© 1992 Oxford University Press
research-article |
Evaluation of Teratogenic Potential of N-Formylpiperidine in Rats
*Monsanto Company 800 North Lindbergh Boulevard, Sr. Louis, Missouri 63167
E. I. du Pont de Nemours & Company Inc., Haskell Laboratory Elkton Road, Newark, Delaware 19711
Received January 28, 1991; accepted July 8, 1991
Evaluation of Teratogenic Potential of N-Formylpiperidine in Rats. NAIR, R. S., ALVAREZ, L., AND JOHANNSEN, F. R. (1992). Fundam. Appl. Toxicol. 18, 96–101.

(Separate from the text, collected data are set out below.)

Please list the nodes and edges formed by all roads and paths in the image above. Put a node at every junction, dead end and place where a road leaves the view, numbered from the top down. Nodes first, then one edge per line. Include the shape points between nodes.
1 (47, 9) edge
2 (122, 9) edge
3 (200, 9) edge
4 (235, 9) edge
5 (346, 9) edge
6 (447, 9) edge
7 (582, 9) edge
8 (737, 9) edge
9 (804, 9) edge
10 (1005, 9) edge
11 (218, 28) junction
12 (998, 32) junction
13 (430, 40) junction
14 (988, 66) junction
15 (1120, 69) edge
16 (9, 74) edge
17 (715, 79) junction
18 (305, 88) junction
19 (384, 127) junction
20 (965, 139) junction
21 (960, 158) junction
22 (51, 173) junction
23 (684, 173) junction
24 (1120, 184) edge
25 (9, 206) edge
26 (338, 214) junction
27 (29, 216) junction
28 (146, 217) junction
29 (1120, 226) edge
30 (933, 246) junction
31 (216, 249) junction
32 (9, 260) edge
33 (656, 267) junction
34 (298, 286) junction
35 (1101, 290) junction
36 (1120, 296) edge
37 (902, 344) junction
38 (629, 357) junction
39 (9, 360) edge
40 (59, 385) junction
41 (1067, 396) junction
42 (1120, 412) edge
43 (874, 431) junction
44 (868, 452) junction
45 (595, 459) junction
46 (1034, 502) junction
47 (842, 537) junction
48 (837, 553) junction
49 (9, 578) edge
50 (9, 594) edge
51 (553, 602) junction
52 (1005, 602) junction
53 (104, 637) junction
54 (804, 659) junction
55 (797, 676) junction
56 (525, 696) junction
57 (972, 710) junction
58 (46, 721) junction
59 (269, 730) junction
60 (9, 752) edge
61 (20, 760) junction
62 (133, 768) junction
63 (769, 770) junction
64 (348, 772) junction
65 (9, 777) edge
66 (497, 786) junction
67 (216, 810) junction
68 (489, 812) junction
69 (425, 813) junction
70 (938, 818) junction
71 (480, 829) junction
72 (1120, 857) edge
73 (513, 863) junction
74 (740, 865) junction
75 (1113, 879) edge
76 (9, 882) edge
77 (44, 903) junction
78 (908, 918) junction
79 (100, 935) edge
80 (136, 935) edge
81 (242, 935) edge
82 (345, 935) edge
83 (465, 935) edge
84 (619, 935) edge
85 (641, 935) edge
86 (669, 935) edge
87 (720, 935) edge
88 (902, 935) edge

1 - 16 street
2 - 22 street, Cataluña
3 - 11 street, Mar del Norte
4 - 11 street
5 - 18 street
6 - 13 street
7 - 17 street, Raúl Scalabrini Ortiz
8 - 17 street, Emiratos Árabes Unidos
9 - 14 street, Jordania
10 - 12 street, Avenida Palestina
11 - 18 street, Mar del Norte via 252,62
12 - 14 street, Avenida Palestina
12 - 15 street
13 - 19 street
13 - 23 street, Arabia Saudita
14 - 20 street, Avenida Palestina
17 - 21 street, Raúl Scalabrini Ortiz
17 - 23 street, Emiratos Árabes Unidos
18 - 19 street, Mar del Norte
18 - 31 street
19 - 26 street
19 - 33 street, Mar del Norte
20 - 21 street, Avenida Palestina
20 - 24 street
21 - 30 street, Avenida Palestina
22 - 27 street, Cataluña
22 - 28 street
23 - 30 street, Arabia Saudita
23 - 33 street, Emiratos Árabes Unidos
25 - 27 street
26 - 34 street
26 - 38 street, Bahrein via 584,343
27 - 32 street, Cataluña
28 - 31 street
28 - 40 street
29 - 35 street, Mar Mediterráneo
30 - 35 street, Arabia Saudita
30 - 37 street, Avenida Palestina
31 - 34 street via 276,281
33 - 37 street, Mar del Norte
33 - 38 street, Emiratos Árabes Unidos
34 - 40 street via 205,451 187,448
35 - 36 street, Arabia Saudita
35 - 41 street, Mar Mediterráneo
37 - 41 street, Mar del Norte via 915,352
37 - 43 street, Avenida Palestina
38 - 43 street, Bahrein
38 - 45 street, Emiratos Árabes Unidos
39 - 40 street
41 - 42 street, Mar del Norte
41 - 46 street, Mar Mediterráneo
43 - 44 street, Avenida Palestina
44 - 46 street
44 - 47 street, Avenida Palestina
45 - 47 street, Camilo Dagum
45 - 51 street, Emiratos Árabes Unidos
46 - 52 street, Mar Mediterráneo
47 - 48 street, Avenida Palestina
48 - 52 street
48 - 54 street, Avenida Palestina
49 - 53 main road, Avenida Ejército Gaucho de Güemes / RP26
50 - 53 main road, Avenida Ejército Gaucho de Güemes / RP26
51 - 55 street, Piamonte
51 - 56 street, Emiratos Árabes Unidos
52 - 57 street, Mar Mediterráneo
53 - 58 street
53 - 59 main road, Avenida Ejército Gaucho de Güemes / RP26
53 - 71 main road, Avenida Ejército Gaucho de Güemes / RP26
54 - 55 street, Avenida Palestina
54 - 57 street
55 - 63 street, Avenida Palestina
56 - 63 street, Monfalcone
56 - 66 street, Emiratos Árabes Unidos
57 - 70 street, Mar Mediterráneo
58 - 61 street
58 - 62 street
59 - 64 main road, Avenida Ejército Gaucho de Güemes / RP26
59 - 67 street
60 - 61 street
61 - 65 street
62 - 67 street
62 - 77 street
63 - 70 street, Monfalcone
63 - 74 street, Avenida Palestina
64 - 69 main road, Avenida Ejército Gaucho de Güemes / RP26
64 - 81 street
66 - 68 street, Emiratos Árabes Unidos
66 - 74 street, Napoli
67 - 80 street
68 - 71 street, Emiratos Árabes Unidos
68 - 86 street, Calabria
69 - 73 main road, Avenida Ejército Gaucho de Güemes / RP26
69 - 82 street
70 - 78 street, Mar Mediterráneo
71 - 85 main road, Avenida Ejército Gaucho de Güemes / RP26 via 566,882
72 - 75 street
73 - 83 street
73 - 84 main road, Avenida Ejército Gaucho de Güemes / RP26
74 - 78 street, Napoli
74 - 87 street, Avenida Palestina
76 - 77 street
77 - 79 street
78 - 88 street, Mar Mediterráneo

The teratogenic potential of a versatile solvent, N-formylpiperidine (NFP), was evaluated in the rat. Three groups of 25 mated female Sprague-Dawley rats were given 110, 220, or 440 mg/kg/day NFP in distilled water by gavage on Days 6 through 20 of gestation. A control group of 25 animals received distilled water on a comparable regimen. Maternal animals were observed daily for signs of toxicity; body weights and food consumption were measured at regular intervals throughout the study. All animals were euthanized on Gestation Day 21 and the fetuses examined for cleft palate and external abnormalities. One-half of the fetuses in each litter were examined for visceral anomalies while the remaining fetuses were examined for skeletal malformations after appropriate staining. One female in the high dosage group died on Gestation Day 12. Clinical signs of toxicity, observed in 6 females in the high dosage group, included tremors, convulsive movements, and an apparent weakness of the legs. Maternal toxicity, in terms of significantly decreased body weight and food consumption, was observed in the mid and high dosage groups. Food consumption was also significantly depressed for the first 4 days of dosing in the low dosage group. There was a significant increase in number of resorptions in the high dosage group when compared to controls. No effects were observed on other reproductive parameters. Mean fetal body weight was significantly lower in the high dosage group when compared to controls. While the incidence of fetal malformations on a litter basis was higher in the high dosage group, this change was not statistically significant. The incidence of ossification variations was also higher in the high dosage group. Thus, a dosage of 440 mg/kg NFP produced maternal toxicity, embryolethality, fetal growth retardation, and an increased number of malformations. Maternal body weights were depressed at 220 mg/kg but no embryo- or fetotoxicity was observed at or below 220 mg/kg NFP. The number and type of fetal malformations in the 110 and 220 mg/kg dosage groups were also comparable to controls. In conclusion, NFP produced fetal effects only at 440 mg/kg, a dosage which resulted in marked toxicity to the dams.